Cascos achaca al PSOE la guerra sucia de los GAL para replicar a la crítica por el 'Prestige'

López Aguilar: "¿Qué hacía el ministro divirtiéndose mientras los gallegos sacaban fuel de las playas?"

El ministro de Fomento, Francisco Álvarez- Cascos, regresó ayer al pasado para responder a las críticas al Gobierno por la gestión de la catástrofe del Prestige. Cascos optó por atacar así al PSOE: "El Gobierno del que formo parte no ha organizado grupos para pegar tiros en la nuca y enterrar en cal viva", señaló en alusión a la guerra sucia de los GAL. Le contestó Juan Fernando López Aguilar: "Dejamos al PP el monopolio de la política del insulto. No entraremos en provocaciones porque queremos que Cascos explique qué hacía divirtiéndose mientras los gallegos, embarrados, sacaban petróleo de las playas".

El ministro Álvarez-Cascos arremetió de forma inédita con enorme hostilidad contra la nueva Ejecutiva del PSOE y sacó a relucir la guerra sucia de los GAL, ocurrida entre 1983 y 1987, en la primera etapa del Ejecutivo socialista. En vez de responder con algún atisbo autocrítico, pasó al ataque con todas las baterías.
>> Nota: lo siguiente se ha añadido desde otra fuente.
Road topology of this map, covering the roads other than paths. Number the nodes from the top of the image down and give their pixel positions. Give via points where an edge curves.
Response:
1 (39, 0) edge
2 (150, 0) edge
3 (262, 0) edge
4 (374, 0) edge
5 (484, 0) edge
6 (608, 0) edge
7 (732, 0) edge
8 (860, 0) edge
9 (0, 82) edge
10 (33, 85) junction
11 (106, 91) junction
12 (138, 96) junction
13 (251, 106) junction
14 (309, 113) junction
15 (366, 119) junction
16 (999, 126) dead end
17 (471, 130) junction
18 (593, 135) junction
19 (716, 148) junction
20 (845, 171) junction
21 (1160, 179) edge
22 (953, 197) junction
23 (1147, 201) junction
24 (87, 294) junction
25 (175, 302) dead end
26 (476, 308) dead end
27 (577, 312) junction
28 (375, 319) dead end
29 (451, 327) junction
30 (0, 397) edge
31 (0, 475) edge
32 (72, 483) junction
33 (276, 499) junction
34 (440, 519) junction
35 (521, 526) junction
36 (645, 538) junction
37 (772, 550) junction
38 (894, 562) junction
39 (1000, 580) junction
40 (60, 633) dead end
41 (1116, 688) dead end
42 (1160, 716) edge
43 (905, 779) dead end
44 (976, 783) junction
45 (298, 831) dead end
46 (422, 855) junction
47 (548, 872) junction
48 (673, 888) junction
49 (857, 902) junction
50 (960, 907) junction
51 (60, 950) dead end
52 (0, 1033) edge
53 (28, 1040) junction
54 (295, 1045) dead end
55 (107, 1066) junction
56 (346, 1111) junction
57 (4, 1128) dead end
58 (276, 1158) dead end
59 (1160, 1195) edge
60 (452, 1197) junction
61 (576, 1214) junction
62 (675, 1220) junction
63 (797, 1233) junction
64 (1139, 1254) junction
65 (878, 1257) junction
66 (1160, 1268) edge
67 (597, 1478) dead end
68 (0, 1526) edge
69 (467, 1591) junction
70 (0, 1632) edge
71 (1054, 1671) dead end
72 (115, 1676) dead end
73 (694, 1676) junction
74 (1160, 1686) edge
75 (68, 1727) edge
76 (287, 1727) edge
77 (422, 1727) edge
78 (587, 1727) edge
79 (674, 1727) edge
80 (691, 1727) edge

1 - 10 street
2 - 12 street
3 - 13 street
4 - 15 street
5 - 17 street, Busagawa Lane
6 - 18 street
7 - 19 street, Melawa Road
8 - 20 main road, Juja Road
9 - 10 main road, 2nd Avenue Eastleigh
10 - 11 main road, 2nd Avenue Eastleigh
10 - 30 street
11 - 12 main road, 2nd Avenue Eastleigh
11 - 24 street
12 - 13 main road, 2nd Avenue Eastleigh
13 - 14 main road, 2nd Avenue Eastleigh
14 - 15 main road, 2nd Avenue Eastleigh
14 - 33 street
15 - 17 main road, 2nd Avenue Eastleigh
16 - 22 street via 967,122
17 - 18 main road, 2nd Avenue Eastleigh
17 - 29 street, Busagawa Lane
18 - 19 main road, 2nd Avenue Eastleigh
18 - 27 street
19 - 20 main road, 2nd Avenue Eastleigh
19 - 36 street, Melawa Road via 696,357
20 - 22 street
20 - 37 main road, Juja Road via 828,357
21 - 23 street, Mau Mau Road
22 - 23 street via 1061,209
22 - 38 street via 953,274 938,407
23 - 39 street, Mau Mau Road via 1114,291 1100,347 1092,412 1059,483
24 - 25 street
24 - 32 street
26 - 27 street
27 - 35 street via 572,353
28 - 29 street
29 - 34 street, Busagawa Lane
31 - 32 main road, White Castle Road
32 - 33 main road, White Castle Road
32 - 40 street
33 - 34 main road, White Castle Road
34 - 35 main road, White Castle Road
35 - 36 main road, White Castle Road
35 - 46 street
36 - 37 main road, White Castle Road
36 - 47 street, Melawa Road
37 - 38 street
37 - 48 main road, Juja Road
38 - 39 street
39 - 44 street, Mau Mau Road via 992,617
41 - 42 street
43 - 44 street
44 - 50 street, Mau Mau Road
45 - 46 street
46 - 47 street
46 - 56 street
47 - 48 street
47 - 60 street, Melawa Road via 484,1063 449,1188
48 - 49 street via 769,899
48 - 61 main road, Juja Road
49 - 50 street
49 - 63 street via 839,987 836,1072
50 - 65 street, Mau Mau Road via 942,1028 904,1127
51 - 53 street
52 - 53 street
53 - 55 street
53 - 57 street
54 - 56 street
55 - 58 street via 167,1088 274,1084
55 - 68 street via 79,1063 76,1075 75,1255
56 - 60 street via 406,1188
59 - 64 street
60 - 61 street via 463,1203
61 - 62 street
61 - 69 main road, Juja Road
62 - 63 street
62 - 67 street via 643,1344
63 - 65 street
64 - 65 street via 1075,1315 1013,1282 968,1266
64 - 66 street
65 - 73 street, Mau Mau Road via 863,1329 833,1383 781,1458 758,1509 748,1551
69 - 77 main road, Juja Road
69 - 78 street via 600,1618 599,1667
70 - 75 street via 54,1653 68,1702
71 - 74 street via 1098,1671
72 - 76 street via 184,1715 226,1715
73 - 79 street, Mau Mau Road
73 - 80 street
Dijo que él pertenece a un Gobierno y a un partido "que no han organizado ningún grupo para secuestrar ciudadanos, para pegar tiros en la nuca y enterrar en cal viva". Y no faltaron en su discurso alusiones al caso Filesa, financiación ilegal del PSOE en los años ochenta, ni al escándalo de los fondos reservados, por el que la Audiencia de Madrid condenó a varios altos cargos del Ministerio del Interior de la primera etapa del Gobierno socialista- al conocerse públicamente que el ministro de Fomento, y principal responsable político del área marítima, se encontraba de caza en el Pirineo de Lérida el fin de semana en que se produjo el desastre del buque Prestige.

El ministro de Fomento, que ayer se encontraba en Tenerife inaugurando las nuevas instalaciones del aeropuerto, se limitó a responder, en referencia a su fin de semana de caza, que sus aficiones no son inconfesables y las conoce todo el mundo ya que las practica todos los fines de semana. A partir de ahí se situó como víctima de una "muy elocuente estrategia diseñada" por el secretario general del PSOE, José Luis Rodríguez Zapatero, y el presidente de PRISA, Jesús de Polanco. Según Álvarez-Cascos, ambos "han puesto a los redactores de la Cadena SER a indagar sobre los hoteles en los que los miembros del Gobierno se alojan los fines de semana".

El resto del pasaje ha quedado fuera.